The student group MIT Choice organized the protest along the second floor hallway of Building 3, but students weren’t the only attendees -- Professor of Civil and Environmental Engineering Steve R. Lerman ’72, Dean for Student Life Margaret R. Bates, Professor of Electrical Engineering and Computer Science Paul E. Gray ’54, and other members of the faculty and administration were also present to speak with students.
Nicholas E. Matsakis ’99, a co-organizer of the event, said the sit-in accomplished several goals, including “letting students know that other students care passionately and by getting out what they had to say.”
The protest was organized in an open forum format. Anybody who wanted to speak could sign up when they arrived and voice their opinions. Those opinions ranged widely.
“We don’t have any peers -- we’re MIT,” said Jacob S. Beal ’00, who said he disliked comments that MIT should behave similarly to peer institutions.
Another MIT student was angered by “the lack of respect that MIT has for our thoughts and feelings.”
Bacow, Gray respond to students
Chancellor Lawrence S. Bacow ’72 attended the sit-in briefly and answered students’ questions.
Gray, a former Institute president, also responded to students’ concerns. He told students to disregard a 1997 faculty vote against a freshmen on campus proposal made by Professor of Brain and Cognitive Science Stephan L. Chorover. “There was much faculty sentiment at that meeting and since then that freshmen should live on campus,” Gray said.
Gabe Weinberg ’01, president of Swass Distribution, another student group which assisted MIT Choice, said he thought the protest was an effective way to voice student concerns.
“I think it had an impact,” Weinberg said. The administration “showed up and talked to us. They are listening, though I don’t know to what extent.”
Matsakis said the sit-in would be a success if it leads to more student and administrative communication about the housing issue. “A community wide dialogue would be a success,” he said. “Students should understand [the housing decision] and the reasons they’re changing.

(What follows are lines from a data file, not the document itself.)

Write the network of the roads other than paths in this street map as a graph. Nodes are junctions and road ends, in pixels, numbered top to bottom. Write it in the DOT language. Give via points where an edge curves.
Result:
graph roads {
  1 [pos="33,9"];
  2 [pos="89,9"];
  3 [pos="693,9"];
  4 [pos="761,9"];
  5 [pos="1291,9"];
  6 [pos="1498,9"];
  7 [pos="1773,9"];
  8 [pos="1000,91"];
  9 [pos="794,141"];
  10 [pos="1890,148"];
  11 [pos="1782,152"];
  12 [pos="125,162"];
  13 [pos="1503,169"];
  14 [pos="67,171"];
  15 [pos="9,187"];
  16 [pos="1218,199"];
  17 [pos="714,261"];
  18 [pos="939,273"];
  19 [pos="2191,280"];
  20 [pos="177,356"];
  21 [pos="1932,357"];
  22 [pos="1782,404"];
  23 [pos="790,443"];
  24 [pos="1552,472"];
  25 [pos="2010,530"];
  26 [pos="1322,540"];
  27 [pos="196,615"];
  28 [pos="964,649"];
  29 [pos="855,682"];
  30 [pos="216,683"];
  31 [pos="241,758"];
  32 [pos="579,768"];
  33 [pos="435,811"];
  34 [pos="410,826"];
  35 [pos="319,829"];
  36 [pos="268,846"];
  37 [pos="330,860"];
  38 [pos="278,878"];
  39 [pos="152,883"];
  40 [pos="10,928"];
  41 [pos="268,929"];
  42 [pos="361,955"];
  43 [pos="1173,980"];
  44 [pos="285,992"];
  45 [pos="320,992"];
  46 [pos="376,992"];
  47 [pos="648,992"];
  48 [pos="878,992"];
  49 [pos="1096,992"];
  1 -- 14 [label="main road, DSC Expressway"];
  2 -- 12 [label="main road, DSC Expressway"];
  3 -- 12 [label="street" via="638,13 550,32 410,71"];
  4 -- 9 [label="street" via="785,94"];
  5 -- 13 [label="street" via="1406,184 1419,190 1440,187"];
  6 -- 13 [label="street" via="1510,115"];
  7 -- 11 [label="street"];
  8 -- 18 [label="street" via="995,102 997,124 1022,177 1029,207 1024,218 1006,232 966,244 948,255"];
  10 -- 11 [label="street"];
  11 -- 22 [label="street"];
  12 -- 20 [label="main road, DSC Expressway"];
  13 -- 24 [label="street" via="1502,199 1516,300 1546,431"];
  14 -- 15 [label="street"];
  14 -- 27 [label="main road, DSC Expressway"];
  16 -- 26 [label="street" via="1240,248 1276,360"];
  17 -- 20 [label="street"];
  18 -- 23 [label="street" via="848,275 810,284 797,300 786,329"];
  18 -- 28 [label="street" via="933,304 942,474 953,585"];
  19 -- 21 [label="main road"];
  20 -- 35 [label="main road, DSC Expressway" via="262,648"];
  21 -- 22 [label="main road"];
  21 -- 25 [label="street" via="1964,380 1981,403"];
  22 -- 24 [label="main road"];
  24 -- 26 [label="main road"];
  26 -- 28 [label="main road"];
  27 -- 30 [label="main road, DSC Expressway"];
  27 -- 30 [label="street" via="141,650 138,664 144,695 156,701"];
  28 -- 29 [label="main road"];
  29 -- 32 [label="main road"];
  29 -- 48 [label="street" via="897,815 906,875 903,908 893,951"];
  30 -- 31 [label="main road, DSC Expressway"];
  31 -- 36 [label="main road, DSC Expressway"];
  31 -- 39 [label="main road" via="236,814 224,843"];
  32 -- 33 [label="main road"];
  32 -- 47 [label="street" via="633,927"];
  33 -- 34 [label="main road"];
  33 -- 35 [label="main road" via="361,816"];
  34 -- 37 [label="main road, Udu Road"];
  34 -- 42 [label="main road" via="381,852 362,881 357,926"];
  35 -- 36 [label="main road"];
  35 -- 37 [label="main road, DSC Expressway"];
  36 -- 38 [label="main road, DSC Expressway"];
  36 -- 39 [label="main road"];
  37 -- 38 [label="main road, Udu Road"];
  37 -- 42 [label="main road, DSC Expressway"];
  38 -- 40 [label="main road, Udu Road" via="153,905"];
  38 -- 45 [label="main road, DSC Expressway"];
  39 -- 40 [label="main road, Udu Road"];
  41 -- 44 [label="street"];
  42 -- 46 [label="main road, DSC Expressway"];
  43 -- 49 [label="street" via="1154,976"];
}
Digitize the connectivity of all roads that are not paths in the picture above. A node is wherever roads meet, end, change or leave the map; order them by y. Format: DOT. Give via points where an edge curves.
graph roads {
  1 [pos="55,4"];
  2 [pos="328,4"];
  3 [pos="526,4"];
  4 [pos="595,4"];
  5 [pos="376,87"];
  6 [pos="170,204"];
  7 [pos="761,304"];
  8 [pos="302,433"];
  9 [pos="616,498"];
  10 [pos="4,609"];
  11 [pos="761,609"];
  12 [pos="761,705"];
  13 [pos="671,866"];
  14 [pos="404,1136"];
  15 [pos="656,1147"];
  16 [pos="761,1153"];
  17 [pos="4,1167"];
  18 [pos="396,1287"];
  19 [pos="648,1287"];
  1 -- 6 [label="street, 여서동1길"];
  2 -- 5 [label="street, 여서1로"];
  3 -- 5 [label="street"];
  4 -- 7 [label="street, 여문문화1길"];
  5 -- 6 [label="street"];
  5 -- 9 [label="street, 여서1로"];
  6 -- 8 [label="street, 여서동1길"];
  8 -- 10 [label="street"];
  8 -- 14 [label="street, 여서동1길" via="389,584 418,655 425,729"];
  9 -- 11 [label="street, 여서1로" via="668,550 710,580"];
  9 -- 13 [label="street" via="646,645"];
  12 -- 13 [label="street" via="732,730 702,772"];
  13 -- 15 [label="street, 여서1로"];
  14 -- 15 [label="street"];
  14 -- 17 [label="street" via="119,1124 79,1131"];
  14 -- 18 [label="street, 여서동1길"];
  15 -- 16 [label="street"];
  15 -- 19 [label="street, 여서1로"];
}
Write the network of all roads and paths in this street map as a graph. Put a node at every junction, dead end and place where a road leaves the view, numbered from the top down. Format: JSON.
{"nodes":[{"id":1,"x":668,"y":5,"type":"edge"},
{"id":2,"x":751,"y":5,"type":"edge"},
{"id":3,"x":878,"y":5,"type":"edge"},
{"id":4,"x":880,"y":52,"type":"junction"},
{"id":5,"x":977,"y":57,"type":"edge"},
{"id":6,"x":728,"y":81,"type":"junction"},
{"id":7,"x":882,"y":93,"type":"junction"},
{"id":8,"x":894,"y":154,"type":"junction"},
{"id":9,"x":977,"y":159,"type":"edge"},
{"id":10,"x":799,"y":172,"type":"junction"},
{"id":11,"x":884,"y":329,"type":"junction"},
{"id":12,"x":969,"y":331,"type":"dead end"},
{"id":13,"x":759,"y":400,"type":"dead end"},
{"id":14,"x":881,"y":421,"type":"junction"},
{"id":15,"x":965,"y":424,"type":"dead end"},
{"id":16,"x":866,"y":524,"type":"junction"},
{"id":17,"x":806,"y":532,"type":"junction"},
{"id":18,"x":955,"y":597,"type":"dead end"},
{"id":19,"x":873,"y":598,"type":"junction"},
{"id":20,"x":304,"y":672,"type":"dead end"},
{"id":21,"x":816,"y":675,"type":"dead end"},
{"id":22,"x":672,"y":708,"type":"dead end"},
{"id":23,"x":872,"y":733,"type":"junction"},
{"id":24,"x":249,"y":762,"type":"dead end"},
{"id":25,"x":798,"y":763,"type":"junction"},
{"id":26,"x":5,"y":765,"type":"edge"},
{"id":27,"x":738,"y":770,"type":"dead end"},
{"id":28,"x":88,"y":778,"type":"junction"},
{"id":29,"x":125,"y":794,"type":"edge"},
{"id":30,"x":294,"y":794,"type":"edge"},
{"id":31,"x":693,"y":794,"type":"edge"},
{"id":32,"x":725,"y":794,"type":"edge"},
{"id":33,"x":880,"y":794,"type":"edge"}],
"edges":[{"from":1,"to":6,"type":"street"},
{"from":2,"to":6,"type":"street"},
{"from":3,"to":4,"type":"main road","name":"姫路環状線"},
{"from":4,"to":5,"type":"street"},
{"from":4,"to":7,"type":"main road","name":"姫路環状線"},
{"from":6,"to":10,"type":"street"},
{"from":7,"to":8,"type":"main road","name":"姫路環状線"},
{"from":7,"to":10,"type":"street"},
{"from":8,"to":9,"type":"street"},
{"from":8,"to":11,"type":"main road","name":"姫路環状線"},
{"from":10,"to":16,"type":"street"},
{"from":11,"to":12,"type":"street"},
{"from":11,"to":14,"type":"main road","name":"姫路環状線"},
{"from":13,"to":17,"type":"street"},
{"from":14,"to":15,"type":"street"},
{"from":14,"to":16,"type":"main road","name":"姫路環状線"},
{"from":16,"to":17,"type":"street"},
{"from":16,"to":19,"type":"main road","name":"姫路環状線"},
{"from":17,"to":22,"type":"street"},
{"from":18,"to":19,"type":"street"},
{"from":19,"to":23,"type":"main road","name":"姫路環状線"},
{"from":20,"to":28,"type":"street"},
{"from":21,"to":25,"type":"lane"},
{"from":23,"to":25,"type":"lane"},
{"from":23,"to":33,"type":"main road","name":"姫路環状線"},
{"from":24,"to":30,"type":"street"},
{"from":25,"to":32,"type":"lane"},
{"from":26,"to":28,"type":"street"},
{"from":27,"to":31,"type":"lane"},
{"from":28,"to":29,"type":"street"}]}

We haven’t been provided with that yet.”
MIT Choice seeks involvement
MIT Choice is a student organization formed last September to try and reverse the 2001 decision. Along with the protest, Weinberg said MIT Choice has many ongoing projects, including a letter writing campaign, an open letter to administrators, and discussions with living groups.
Matsakis said that the next step is to continue these initiatives, “not just to hold protest after protest.”
Weinburg said another goal of the sit-in was to publicize MIT Choice as an organization.